##### Records for this exercise
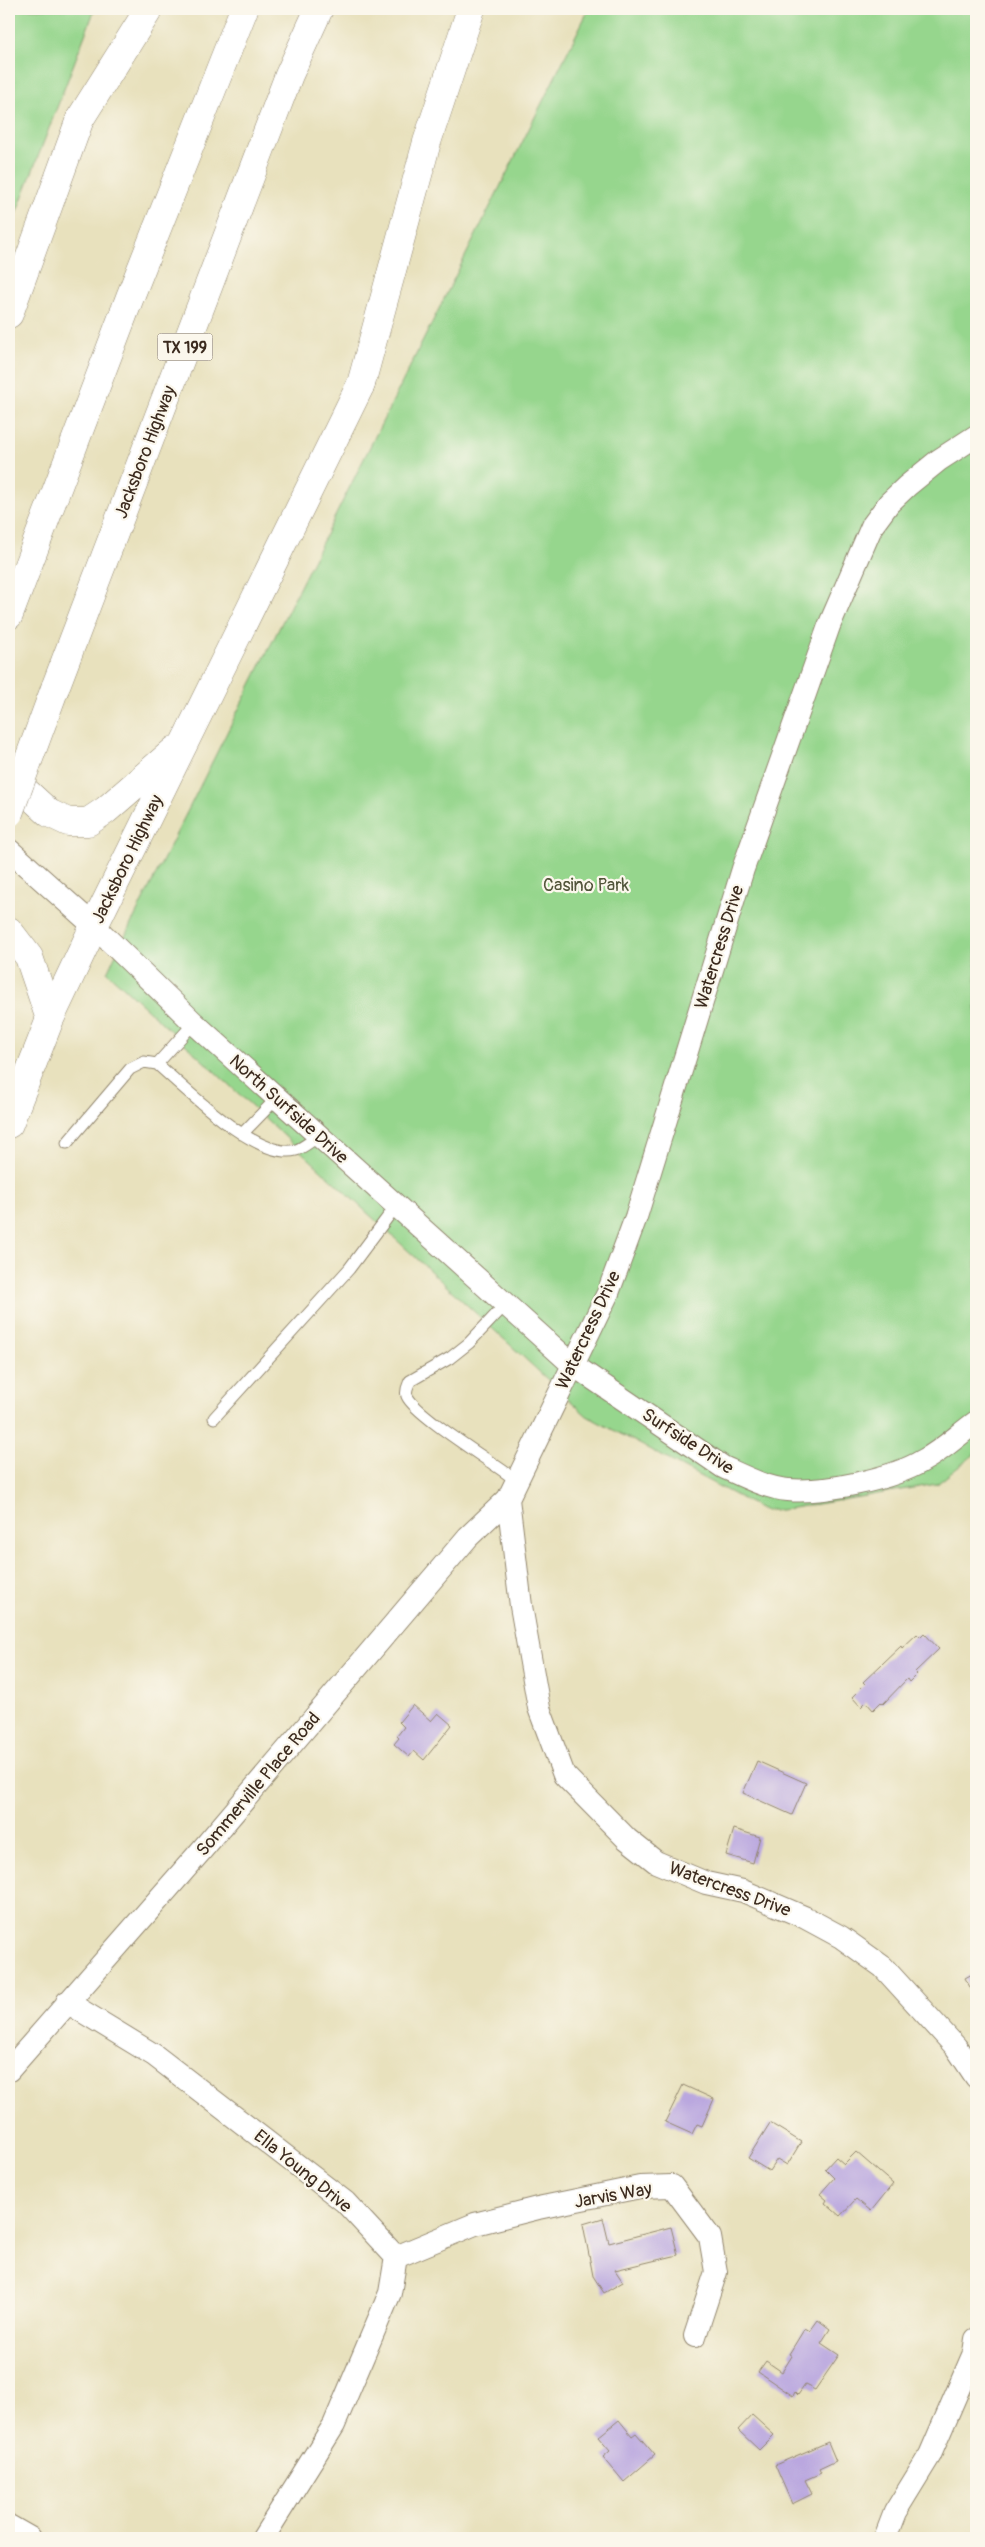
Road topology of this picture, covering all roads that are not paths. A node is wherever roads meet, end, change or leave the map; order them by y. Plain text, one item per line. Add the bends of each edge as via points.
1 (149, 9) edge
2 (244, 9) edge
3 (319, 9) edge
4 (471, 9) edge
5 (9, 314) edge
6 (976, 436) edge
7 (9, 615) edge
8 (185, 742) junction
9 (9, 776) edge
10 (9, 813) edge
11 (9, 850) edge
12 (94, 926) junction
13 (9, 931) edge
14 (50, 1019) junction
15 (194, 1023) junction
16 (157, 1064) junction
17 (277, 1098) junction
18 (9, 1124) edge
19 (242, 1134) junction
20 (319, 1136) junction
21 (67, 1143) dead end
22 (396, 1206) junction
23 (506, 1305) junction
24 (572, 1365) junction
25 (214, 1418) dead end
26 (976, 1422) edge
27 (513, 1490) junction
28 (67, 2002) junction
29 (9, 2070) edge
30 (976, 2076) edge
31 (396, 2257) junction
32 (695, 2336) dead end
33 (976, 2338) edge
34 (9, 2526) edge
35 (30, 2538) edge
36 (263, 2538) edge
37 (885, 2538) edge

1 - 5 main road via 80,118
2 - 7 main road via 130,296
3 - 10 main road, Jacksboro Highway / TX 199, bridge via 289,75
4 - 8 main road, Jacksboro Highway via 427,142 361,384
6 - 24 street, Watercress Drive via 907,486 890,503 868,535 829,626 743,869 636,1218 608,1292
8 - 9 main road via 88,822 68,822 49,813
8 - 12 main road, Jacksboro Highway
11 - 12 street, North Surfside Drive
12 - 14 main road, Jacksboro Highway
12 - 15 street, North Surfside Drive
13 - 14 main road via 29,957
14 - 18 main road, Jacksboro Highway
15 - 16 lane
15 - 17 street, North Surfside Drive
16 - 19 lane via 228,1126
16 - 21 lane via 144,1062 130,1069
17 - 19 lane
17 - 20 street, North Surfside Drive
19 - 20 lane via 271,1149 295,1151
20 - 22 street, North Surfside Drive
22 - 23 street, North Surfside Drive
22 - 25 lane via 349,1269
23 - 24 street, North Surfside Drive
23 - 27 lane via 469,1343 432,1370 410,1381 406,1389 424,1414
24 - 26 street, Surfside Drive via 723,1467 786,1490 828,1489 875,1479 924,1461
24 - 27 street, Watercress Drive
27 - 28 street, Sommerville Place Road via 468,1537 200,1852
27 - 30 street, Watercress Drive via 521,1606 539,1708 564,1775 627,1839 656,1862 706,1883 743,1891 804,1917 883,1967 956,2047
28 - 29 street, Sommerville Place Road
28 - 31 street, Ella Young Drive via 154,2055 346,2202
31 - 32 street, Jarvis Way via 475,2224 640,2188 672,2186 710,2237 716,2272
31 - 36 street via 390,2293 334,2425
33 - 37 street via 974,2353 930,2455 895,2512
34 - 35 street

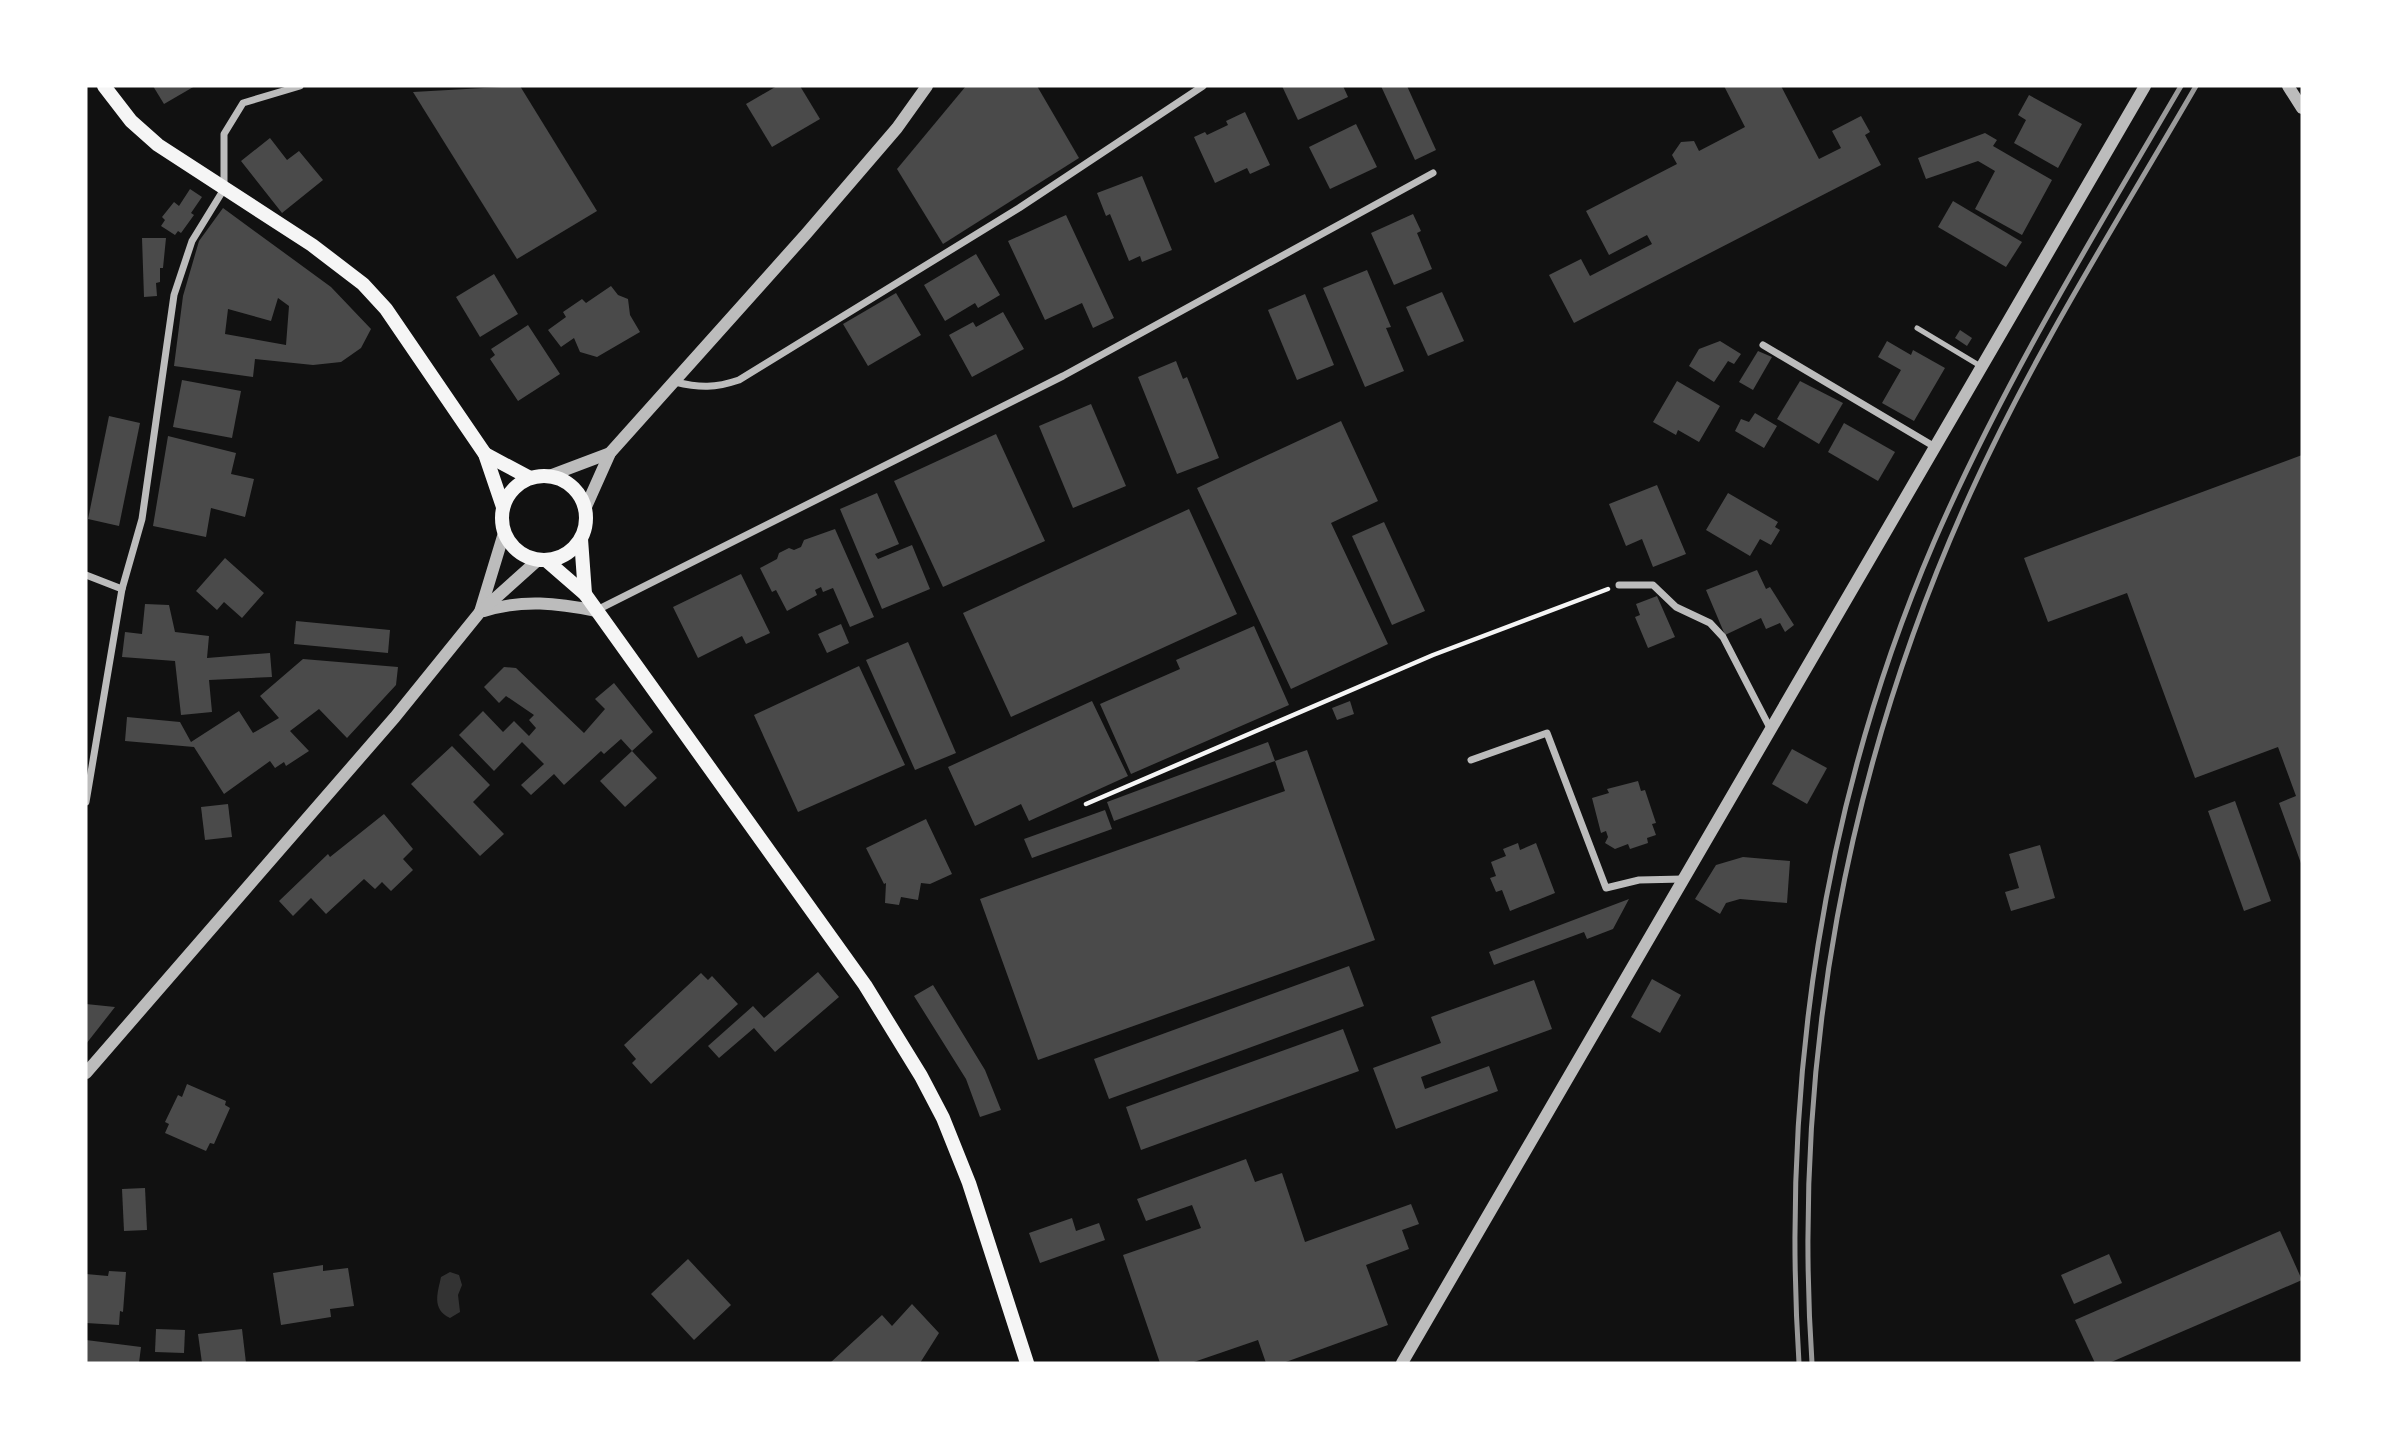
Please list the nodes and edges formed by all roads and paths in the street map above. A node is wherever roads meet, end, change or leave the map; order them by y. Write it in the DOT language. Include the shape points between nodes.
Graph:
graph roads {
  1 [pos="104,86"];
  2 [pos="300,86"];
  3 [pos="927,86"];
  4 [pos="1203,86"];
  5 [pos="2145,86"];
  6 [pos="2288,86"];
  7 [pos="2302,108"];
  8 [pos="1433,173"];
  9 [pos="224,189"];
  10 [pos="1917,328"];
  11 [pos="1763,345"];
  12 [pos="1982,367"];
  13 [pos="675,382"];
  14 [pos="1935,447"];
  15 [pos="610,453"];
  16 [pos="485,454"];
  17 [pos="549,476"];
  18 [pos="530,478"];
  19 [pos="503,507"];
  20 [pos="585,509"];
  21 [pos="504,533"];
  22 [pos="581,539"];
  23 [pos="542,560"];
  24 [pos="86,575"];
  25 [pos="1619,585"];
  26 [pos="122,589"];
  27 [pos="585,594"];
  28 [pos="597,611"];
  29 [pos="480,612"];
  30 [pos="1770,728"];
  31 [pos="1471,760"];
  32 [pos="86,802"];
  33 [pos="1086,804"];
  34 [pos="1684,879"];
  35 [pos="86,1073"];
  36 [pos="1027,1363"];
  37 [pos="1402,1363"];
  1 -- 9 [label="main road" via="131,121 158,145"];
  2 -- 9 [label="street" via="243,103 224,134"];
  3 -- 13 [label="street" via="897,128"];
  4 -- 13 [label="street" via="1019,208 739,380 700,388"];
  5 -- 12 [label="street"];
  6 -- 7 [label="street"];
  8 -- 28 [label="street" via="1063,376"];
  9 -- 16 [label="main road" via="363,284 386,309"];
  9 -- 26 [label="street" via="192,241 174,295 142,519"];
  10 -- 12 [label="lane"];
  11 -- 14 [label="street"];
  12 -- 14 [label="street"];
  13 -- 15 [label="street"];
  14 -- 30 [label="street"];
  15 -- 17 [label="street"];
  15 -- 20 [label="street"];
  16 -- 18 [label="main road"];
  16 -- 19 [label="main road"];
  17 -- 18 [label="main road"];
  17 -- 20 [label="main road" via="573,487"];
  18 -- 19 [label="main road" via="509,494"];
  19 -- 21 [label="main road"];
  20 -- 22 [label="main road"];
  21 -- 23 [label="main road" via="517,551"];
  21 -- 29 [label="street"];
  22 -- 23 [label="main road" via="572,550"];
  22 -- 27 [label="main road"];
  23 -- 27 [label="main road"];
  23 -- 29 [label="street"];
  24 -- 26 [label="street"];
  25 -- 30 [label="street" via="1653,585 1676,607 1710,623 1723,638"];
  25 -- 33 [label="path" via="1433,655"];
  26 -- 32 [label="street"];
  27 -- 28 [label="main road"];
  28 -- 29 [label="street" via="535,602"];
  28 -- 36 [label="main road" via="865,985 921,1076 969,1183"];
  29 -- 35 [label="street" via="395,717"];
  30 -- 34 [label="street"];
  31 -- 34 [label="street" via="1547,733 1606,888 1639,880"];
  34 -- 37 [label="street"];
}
##########
## Problem to solve
Show all lines in the entries above where the word "them" appears.

## Response area
Road topology of this picture, covering all roads that are not paths. A node is wherever roads meet, end, change or leave the map; order them by y. Plain text, one item per line. Add the bends of each edge as via points.
Please list the nodes and edges formed by all roads and paths in the street map above. A node is wherever roads meet, end, change or leave the map; order them by y. Write it in the DOT language. Include the shape points between nodes.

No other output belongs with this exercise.